WHAT THIS TASK INVOLVES:
Whatever appears in the records apart from pictures must be reproduced exactly.

(Dataset entries)
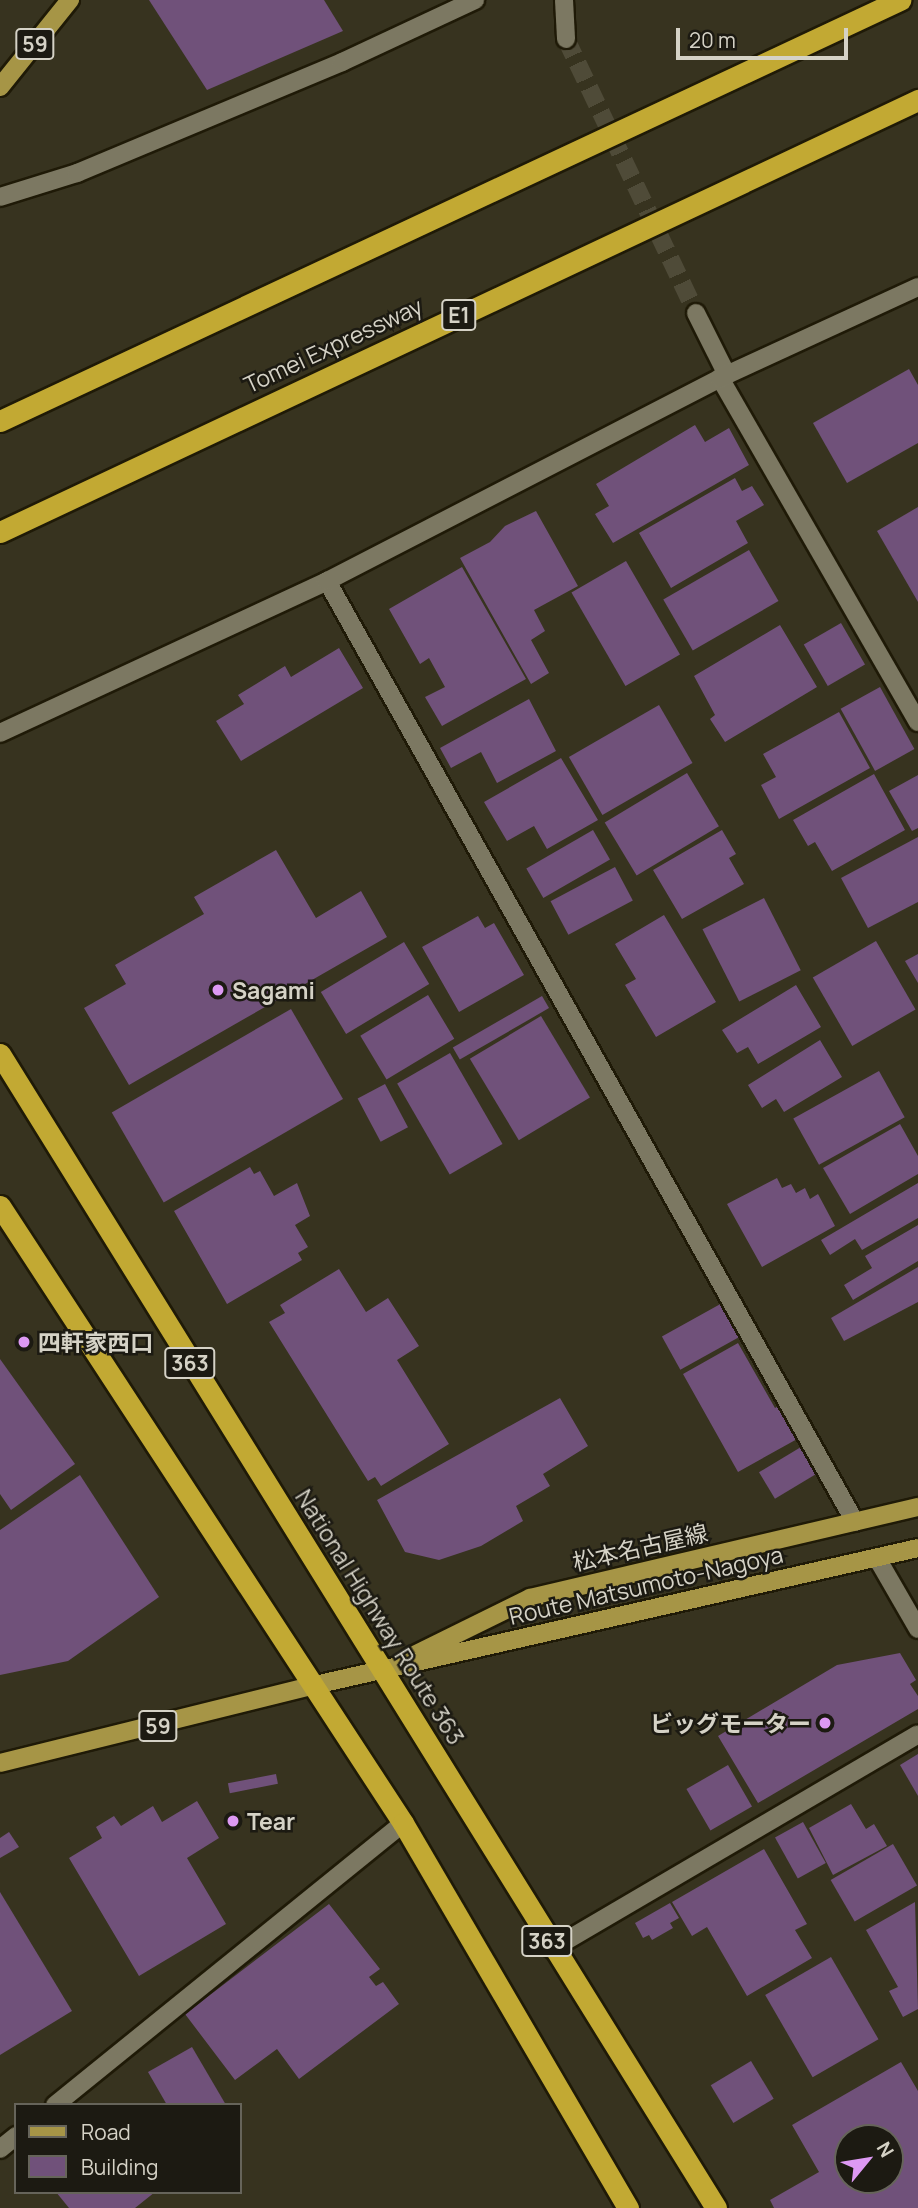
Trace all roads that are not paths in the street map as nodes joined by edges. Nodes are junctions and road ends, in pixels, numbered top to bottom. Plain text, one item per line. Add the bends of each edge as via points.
1 (70, 0) edge
2 (475, 0) edge
3 (564, 0) edge
4 (900, 0) edge
5 (566, 39) tunnel mouth
6 (0, 87) edge
7 (918, 100) edge
8 (0, 197) edge
9 (918, 287) edge
10 (696, 313) tunnel mouth
11 (723, 376) junction
12 (0, 421) edge
13 (0, 532) edge
14 (327, 581) junction
15 (918, 722) edge
16 (0, 733) edge
17 (0, 1054) edge
18 (0, 1206) edge
19 (918, 1507) edge
20 (855, 1522) junction
21 (918, 1548) edge
22 (877, 1558) junction
23 (918, 1629) edge
24 (385, 1669) junction
25 (315, 1685) junction
26 (918, 1734) edge
27 (0, 1763) edge
28 (403, 1823) junction
29 (552, 1949) junction
30 (57, 2103) edge
31 (14, 2138) edge
32 (0, 2149) edge
33 (628, 2208) edge
34 (716, 2208) edge

1 - 6 main road, 59
2 - 8 street via 342,62 77,173
3 - 5 street
4 - 12 highway
7 - 13 highway, Tomei Expressway / E1
9 - 11 street
10 - 11 street
11 - 14 street
11 - 15 street
14 - 16 street
14 - 20 street
17 - 24 highway, National Highway Route 363 / 363 via 299,1540
18 - 25 highway, 363
19 - 20 main road, 松本名古屋線
20 - 24 main road, 松本名古屋線 via 530,1598
21 - 22 main road, Route Matsumoto-Nagoya
22 - 23 street
22 - 24 main road, Route Matsumoto-Nagoya
24 - 25 main road, 59
24 - 29 highway, National Highway Route 363 / 363
25 - 27 main road, 59
25 - 28 highway, 363
26 - 29 street
28 - 30 street
28 - 33 highway, 363
29 - 34 highway, National Highway Route 363 / 363
31 - 32 street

SOLVED EXERCISE:
Trace all roads that are not paths in the street map as nodes joined by edges. Nodes are junctions and road ends, in pixels, numbered top to bottom. Plain text, one item per line. Add the bends of each edge as via points.
1 (70, 0) edge
2 (475, 0) edge
3 (564, 0) edge
4 (900, 0) edge
5 (566, 39) tunnel mouth
6 (0, 87) edge
7 (918, 100) edge
8 (0, 197) edge
9 (918, 287) edge
10 (696, 313) tunnel mouth
11 (723, 376) junction
12 (0, 421) edge
13 (0, 532) edge
14 (327, 581) junction
15 (918, 722) edge
16 (0, 733) edge
17 (0, 1054) edge
18 (0, 1206) edge
19 (918, 1507) edge
20 (855, 1522) junction
21 (918, 1548) edge
22 (877, 1558) junction
23 (918, 1629) edge
24 (385, 1669) junction
25 (315, 1685) junction
26 (918, 1734) edge
27 (0, 1763) edge
28 (403, 1823) junction
29 (552, 1949) junction
30 (57, 2103) edge
31 (14, 2138) edge
32 (0, 2149) edge
33 (628, 2208) edge
34 (716, 2208) edge

1 - 6 main road, 59
2 - 8 street via 342,62 77,173
3 - 5 street
4 - 12 highway
7 - 13 highway, Tomei Expressway / E1
9 - 11 street
10 - 11 street
11 - 14 street
11 - 15 street
14 - 16 street
14 - 20 street
17 - 24 highway, National Highway Route 363 / 363 via 299,1540
18 - 25 highway, 363
19 - 20 main road, 松本名古屋線
20 - 24 main road, 松本名古屋線 via 530,1598
21 - 22 main road, Route Matsumoto-Nagoya
22 - 23 street
22 - 24 main road, Route Matsumoto-Nagoya
24 - 25 main road, 59
24 - 29 highway, National Highway Route 363 / 363
25 - 27 main road, 59
25 - 28 highway, 363
26 - 29 street
28 - 30 street
28 - 33 highway, 363
29 - 34 highway, National Highway Route 363 / 363
31 - 32 street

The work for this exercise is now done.